5.2.1.2.2 Assessing the Model’s Validity and Reliability
Stapleton (1997:9) stated that “factor analysis, long associated with construct validity, is a useful tool to evaluate score validity”. Assessing reliability and validity of the questionnaire is the next step after deriving the best-fitting measurement model. Convergent validity and discriminate validity tests will be used to examine the reliability and the validity of the measurement scales. Arnold (2006:197) stated that convergent validity “measures the degree to which the indicators of a latent construct measure the same construct”. In other words, convergent validity examines whether the measures for the same construct are correlated; whereas, discriminant validity “measures the degree to which two or more latent constructs measure different constructs” (Arnold, 2006:197).
Average variance extracted (AVE) and composite reliability (CR) will be used in this research to assess convergent reliability, as suggested by Fornell and Larcker (1981). According to Fornell and Larcker (1981), if the value of AVE is equal or above 0.5, this is an indication that the reliability of the questionnaire is good. To confirm convergent
153 validity, all factor loadings for the same construct should be higher than 0.7 (Gefen et al., 2000). Additionally, AVE and CR values for the measurement model should be above 0.5 and 0.7, respectively (Fornell and Larcker, 1981; Hair et al., 2010).
In order to assess the internal consistency among items in the questionnaire, Cronbach’s alpha – which is a commonly used statistical technique – will be used to judge the reliability of the questionnaire. Cronbach’s values range from 0 to 1 and measure the extent to which items in the questionnaire are correlated or associated with one another. According to Nunnally (1978), the questionnaire can be considered highly reliable when the Cronbach’s alpha value is higher than 0.7.

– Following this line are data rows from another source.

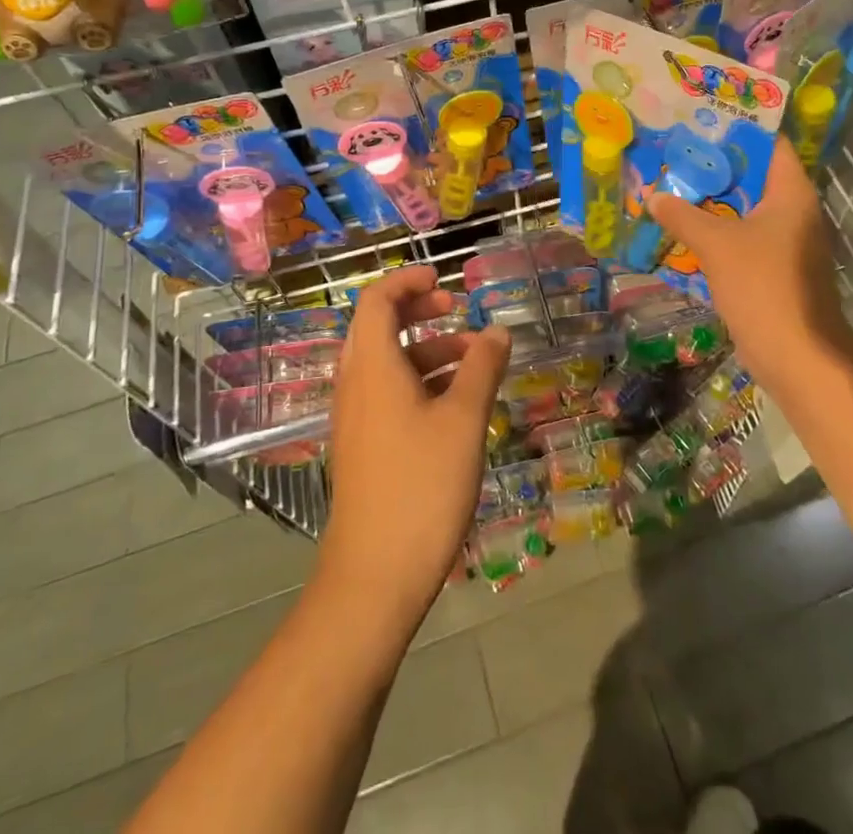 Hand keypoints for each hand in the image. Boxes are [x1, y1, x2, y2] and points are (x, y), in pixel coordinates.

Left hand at [318, 266, 510, 633]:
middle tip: (456, 309)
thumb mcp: (464, 420)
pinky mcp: (362, 446)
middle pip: (378, 327)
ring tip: (472, 360)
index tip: (444, 279)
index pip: (377, 300)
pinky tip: (455, 404)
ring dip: (425, 348)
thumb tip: (497, 331)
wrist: (374, 575)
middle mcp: (355, 384)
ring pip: (387, 363)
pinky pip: (386, 393)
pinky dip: (418, 381)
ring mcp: (355, 418)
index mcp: (373, 367)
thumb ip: (482, 368)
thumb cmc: (422, 486)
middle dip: (418, 310)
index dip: (408, 281)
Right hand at [648, 138, 849, 383]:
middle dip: (714, 166)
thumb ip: (683, 215)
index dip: (736, 129)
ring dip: (712, 201)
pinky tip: (683, 228)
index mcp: (791, 193)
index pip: (770, 144)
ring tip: (672, 185)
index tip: (700, 121)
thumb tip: (654, 196)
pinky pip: (743, 237)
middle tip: (674, 153)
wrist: (797, 355)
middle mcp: (794, 210)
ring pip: (744, 209)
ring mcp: (787, 242)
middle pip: (753, 176)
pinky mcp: (775, 269)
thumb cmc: (763, 286)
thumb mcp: (716, 244)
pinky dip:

Discriminant validity is the extent to which a given construct is truly distinct from other constructs and is said to be present when the correlations between indicators measuring different factors are not excessively high and, therefore, factor correlations are only moderately strong (e.g., < 0.85) (Kline, 1998). Thus, high discriminant validity provides evidence that a construct is unique and captures some of those phenomena other measures do not. In addition, Hair et al. (1998) recommended that if the value of the square root for the average variance extracted (√AVE) is greater than the R2 coefficient of the construct, this is an indication that discriminant validity is significant.
In addition to the convergent validity of discriminant validity tests, inter-item correlations for a measurement item were applied. According to Bollen and Lennox (1991), inter-item correlations enhance the validity of the research by providing researchers with information regarding whether the item has only one dimension or not. Jaber (2012:174) stated that “homogeneity of the scale items is assessed by inspecting the inter-item correlations”. According to Robinson et al. (1991), correlation coefficients that are greater than 0.3 are significant at the 0.01 level.